SO FAR FROM HOME: NEPALI MIGRANTS TELL THEIR STORIES
Voices of women workers from the informal sector
Location: Nepal Art Council, Babarmahal, Kathmnadu, Nepal
The official opening of the audio and visual exhibition ‘So Far From Home: Nepali Migrants Tell Their Stories’ began with opening remarks by Christian Wolff, Regional Programme Officer, DanChurchAids (DCA); Kanak Mani Dixit, Chair, Hri Institute for Southasian Research and Exchange; Dr. Renu Adhikari, Chairperson WOREC, NAWHRD; CP Mainali, Honorary Vice Prime Minister and Minister for Women, Children and Social Welfare; and David Smith, Regional Representative, DCA. on 8th December, 2015 at the Nepal Art Council, Babarmahal, Kathmandu. The guests and participants actively observed the exhibition during walkthrough session which was then followed by a series of three panel discussions which were intended to highlight main social, policy, and advocacy issues of relevance in the context of the exhibition’s themes and the work of migrants’ rights organisations in the region.
The first panel discussion was titled “Migration, Lives & Livelihoods” that took its cues from the theme of the exhibition as well as from partners’ experiences in working with women migrants in the region, the panel addressed the social and economic impacts of migration from the perspective of migrants. Panellists discussed the socio-economic conditions giving rise to migration, the impact of migration at individual, household, and country level, and migrants’ – especially women migrants’ – experiences of migration and its significance in their lives. Based on this sharing, the group also looked at recent developments and remaining gaps in migration-related policies in sending and receiving countries.
The second panel discussion “Women & Work” looked into the issue of women’s work as straddling the personal and political space throughout the region. The fact that women’s work continues to be considered “personal” work is at the heart of discriminatory social and legal practices in both sending and receiving countries, including the non-recognition of domestic work as work, the resulting exploitation of domestic workers, and their lack of access to justice, be it through trafficking or other frameworks. Panellists observed critically at the persistence of such norms throughout the migration cycle, how they are reflected in personal and institutional practice, and how change could be effected. Thus, the panel focused on highlighting the continuum of discrimination experienced by migrating and non-migrating women alike, and on the need to talk about ‘safety, security, dignity’ both within the national and overseas context.
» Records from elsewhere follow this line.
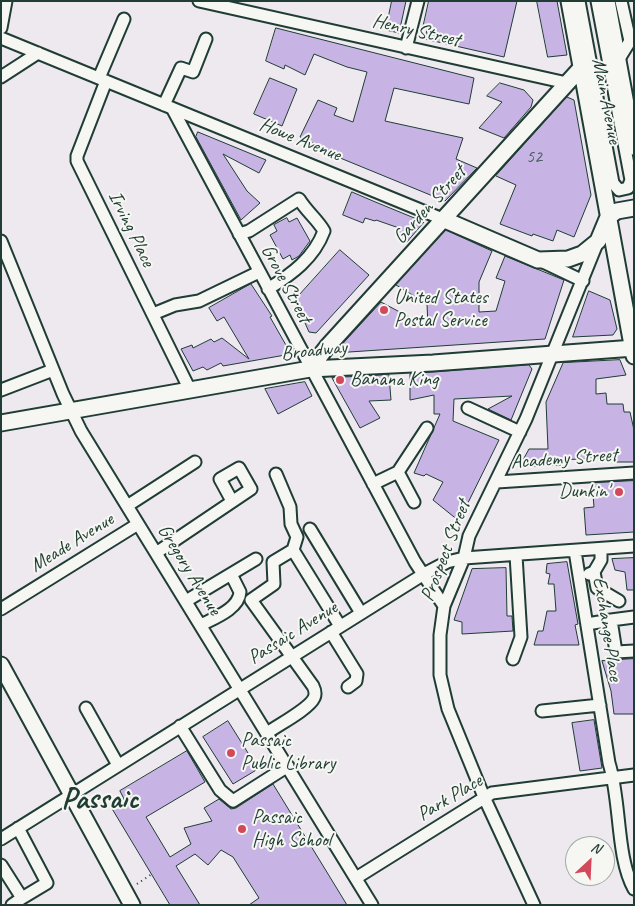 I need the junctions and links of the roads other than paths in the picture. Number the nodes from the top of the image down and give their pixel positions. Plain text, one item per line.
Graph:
1 (6, 1) edge
2 (200, 1) edge
3 (418, 1) edge
4 (568, 1) edge
5 (579, 1) edge
6 (597, 1) edge
7 (606, 1) edge
8 (621, 1) edge
9 (124, 19) dead end
10 (1, 28) edge
11 (607, 31) junction
12 (1, 38) edge
13 (206, 40) dead end
14 (406, 48) junction
15 (38, 53) junction
16 (617, 62) junction
17 (586, 68) junction
18 (1, 77) edge
19 (103, 79) junction
20 (567, 83) junction
21 (168, 106) junction
22 (634, 147) edge
23 (632, 172) edge
24 (606, 176) junction
25 (634, 208) edge
26 (608, 217) junction
27 (445, 220) junction
28 (239, 234) junction
29 (1, 241) edge
30 (598, 241) junction
31 (538, 260) junction
32 (259, 272) junction
33 (583, 282) junction
34 (268, 289) junction
35 (153, 314) junction
36 (633, 351) edge
37 (553, 354) junction
38 (310, 368) junction
39 (53, 370) junction
40 (1, 390) edge
41 (190, 390) junction
42 (468, 408) dead end
43 (70, 410) junction
44 (1, 423) edge
45 (427, 428) dead end
46 (520, 432) junction
47 (195, 462) dead end
48 (398, 472) junction
49 (634, 473) edge
50 (276, 474) dead end
51 (496, 482) junction
52 (373, 484) junction
53 (232, 501) dead end
54 (414, 502) dead end
55 (127, 506) junction
56 (138, 524) junction
57 (310, 529) dead end
58 (634, 546) edge
59 (601, 549) junction
60 (293, 550) junction
61 (575, 551) junction
62 (156, 553) junction
63 (516, 555) junction
64 (464, 558) junction
65 (256, 559) dead end
66 (594, 572) junction
67 (231, 574) junction
68 (424, 574) junction
69 (579, 578) junction
70 (186, 601) junction
71 (619, 601) dead end
72 (444, 606) junction
73 (1, 609) edge
74 (360, 613) junction
75 (634, 617) edge
76 (611, 620) junction
77 (587, 624) junction
78 (201, 625) junction
79 (336, 629) junction
80 (634, 650) edge
81 (290, 657) junction
82 (513, 659) dead end
83 (1, 665) edge
84 (348, 687) dead end
85 (240, 689) junction
86 (600, 705) junction
87 (86, 708) dead end
88 (542, 711) dead end
89 (180, 726) junction
90 (267, 733) junction
91 (118, 765) junction
92 (288, 766) junction
93 (634, 774) edge
94 (613, 777) junction
95 (72, 794) junction
96 (484, 797) junction
97 (18, 828) junction
98 (621, 834) junction
99 (634, 834) edge
100 (1, 839) edge
101 (1, 865) edge
102 (356, 878) junction
103 (634, 889) edge
104 (22, 898) junction
105 (12, 905) edge
106 (132, 905) edge
107 (372, 905) edge
108 (534, 905) edge

1 - 10 street
2 - 14 street, Henry Street
3 - 14 street
4 - 17 main road, Main Avenue
5 - 17 street
6 - 11 street
7 - 11 main road, Main Avenue
8 - 16 street
9 - 19 street, Irving Place
11 - 16 main road, Main Avenue
11 - 23 street
12 - 15 street, Howe Avenue
13 - 21 street
14 - 20 street, Henry Street
15 - 18 street
15 - 19 street, Howe Avenue
16 - 22 main road, Main Avenue
17 - 20 main road, Garden Street
17 - 24 main road, Main Avenue
19 - 21 street, Howe Avenue
19 - 35 street, Irving Place
20 - 27 main road, Garden Street
21 - 27 street, Howe Avenue
21 - 28 street, Grove Street
23 - 24 street
24 - 26 main road, Main Avenue
25 - 26 main road
26 - 30 main road, Prospect Street
26 - 36 main road, Main Avenue
27 - 31 main road, Howe Avenue
27 - 38 main road, Garden Street
28 - 32 street, Grove Street
28 - 34 street
29 - 39 street, Gregory Avenue
30 - 31 main road
30 - 33 street, Prospect Street
31 - 33 street, Howe Avenue
32 - 34 street, Grove Street
32 - 35 street
33 - 37 street, Prospect Street
34 - 38 street, Grove Street
35 - 41 street, Irving Place
36 - 37 main road, Broadway
37 - 38 main road, Broadway
37 - 46 street, Prospect Street
38 - 41 main road, Broadway
38 - 52 street, Grove Street
39 - 40 street
39 - 43 street, Gregory Avenue
41 - 43 main road, Broadway
42 - 46 street
43 - 44 main road, Broadway
43 - 55 street, Gregory Avenue
45 - 48 street
46 - 51 street, Prospect Street
47 - 55 street
48 - 52 street
48 - 54 street
49 - 51 street, Academy Street
50 - 60 street
51 - 64 street, Prospect Street
52 - 68 street, Grove Street
53 - 62 street
55 - 56 street, Gregory Avenue
56 - 62 street, Gregory Avenue
56 - 73 street, Meade Avenue
57 - 74 street
58 - 59 street, Passaic Avenue
59 - 61 street, Passaic Avenue
59 - 66 street
60 - 79 street
60 - 81 street
61 - 63 street, Passaic Avenue
61 - 69 street, Exchange Place
62 - 70 street, Gregory Avenue
63 - 64 street, Passaic Avenue
63 - 82 street
64 - 68 street, Passaic Avenue
64 - 72 street, Prospect Street
65 - 67 street
66 - 69 street
66 - 71 street
67 - 70 street
67 - 78 street
68 - 72 street, Grove Street
68 - 74 street, Passaic Avenue
69 - 77 street, Exchange Place
70 - 78 street, Gregory Avenue
72 - 96 street, Prospect Street
74 - 79 street, Passaic Avenue
75 - 76 street
76 - 77 street
76 - 80 street
77 - 86 street, Exchange Place
78 - 85 street, Gregory Avenue
79 - 81 street, Passaic Avenue
79 - 84 street
81 - 85 street, Passaic Avenue
81 - 90 street
83 - 95 main road
85 - 89 street, Passaic Avenue
85 - 90 street, Gregory Avenue
86 - 88 street
86 - 94 street, Exchange Place
87 - 91 street
89 - 91 street, Passaic Avenue
89 - 92 street
90 - 92 street, Gregory Avenue
91 - 95 street, Passaic Avenue
92 - 102 street, Gregory Avenue
93 - 94 street, Park Place
94 - 96 street, Park Place
94 - 98 street, Exchange Place
95 - 97 street, Passaic Avenue
95 - 106 main road
96 - 102 street, Park Place
96 - 108 street, Prospect Street
97 - 100 street, Passaic Avenue
97 - 104 street
98 - 99 street
98 - 103 street, Exchange Place
101 - 104 street
102 - 107 street, Gregory Avenue
104 - 105 street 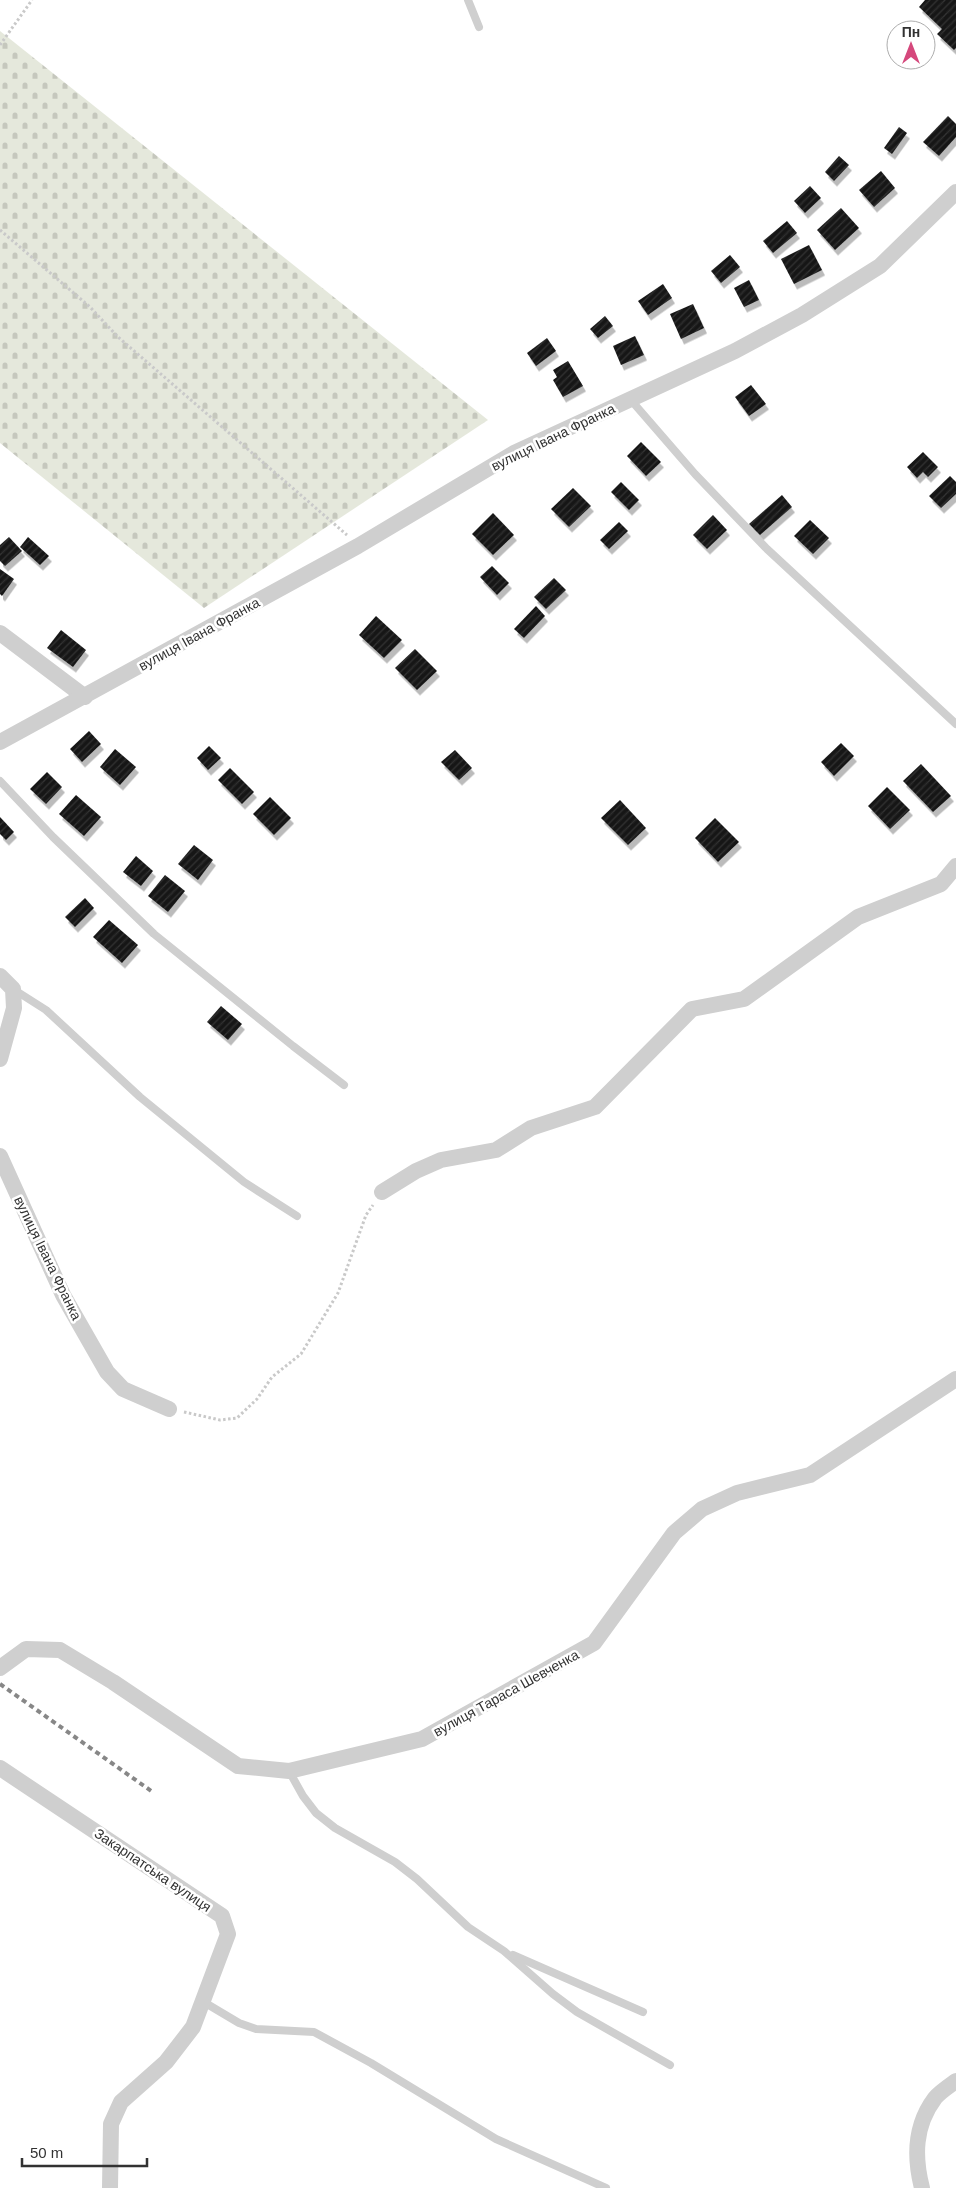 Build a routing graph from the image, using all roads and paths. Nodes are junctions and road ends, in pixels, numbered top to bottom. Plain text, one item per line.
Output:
1 (32, 0) edge
2 (468, 0) edge
3 (479, 27) dead end
4 (0, 45) edge
5 (956, 192) edge
6 (0, 230) edge
7 (630, 399) junction
8 (358, 546) junction
9 (0, 633) edge
10 (85, 697) junction
11 (956, 724) edge
12 (0, 742) edge
13 (0, 781) edge
14 (956, 866) edge
15 (0, 976) edge
16 (13, 989) junction
17 (0, 1059) edge
18 (344, 1084) dead end
19 (0, 1156) edge
20 (382, 1192) joint
21 (297, 1216) dead end
22 (956, 1379) edge
23 (169, 1409) joint
24 (0, 1668) edge
25 (0, 1768) edge
26 (289, 1771) junction
27 (504, 1951) junction
28 (202, 2001) junction
29 (643, 2012) dead end
30 (670, 2065) dead end
31 (956, 2081) edge
32 (110, 2188) edge
33 (606, 2188) edge
34 (922, 2188) edge

1 - 4 path
2 - 3 lane
5 - 7 street, вулиця Івана Франка
6 - 8 path
7 - 8 street, вулиця Івана Франка
7 - 11 lane
8 - 10 street, вулиця Івана Франка
9 - 10 street
10 - 12 street, вулиця Івана Франка
13 - 18 lane
14 - 20 street
15 - 16 street
16 - 17 street
16 - 21 lane
19 - 23 street, вулиця Івана Франка
20 - 23 path
22 - 26 street, вулиця Тараса Шевченка
24 - 26 street, вулиця Тараса Шевченка
25 - 28 street, Закарпатська вулиця
26 - 27 lane
27 - 29 lane
27 - 30 lane
28 - 32 street, Закарпатська вулиця
28 - 33 lane
31 - 34 street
The last panel on “Media & Migrants” discussed the role of the media in portraying migrants in sending and receiving countries, and its potential for influencing the public discourse on migration, as well as influencing policy makers, and acting as a watchdog against human rights abuses, government inefficiencies and corruption, and the role of the private sector in migration. Panellists reflected on the shrinking space for civil society – how is it affecting freedom of speech and the ability to report on migrants’ rights violations? Which methodologies do journalists have to adopt in order to cope? Which topics are discussable in the mainstream media vs the alternative media and social media? What is the capacity on rights-based reporting throughout the region? Is there sufficient exchange between journalists and CSOs in different countries?
The three day audio and visual exhibition on migrants’ voices showcased the stories of amazing Nepali women migrants in India from 8th to 10th December.
The project was implemented by The Hri Institute for Southasian Research and Exchange, a unit of The Southasia Trust, in the context of DanChurchAid’s (DCA) Migrants’ Rights Programme in South and Southeast Asia, with implementation support from WOREC and POURAKHI, and with funding support from DCA and Stichting Rotterdam. The Madan Puraskar Pustakalaya, Kathmandu provided curatorial support.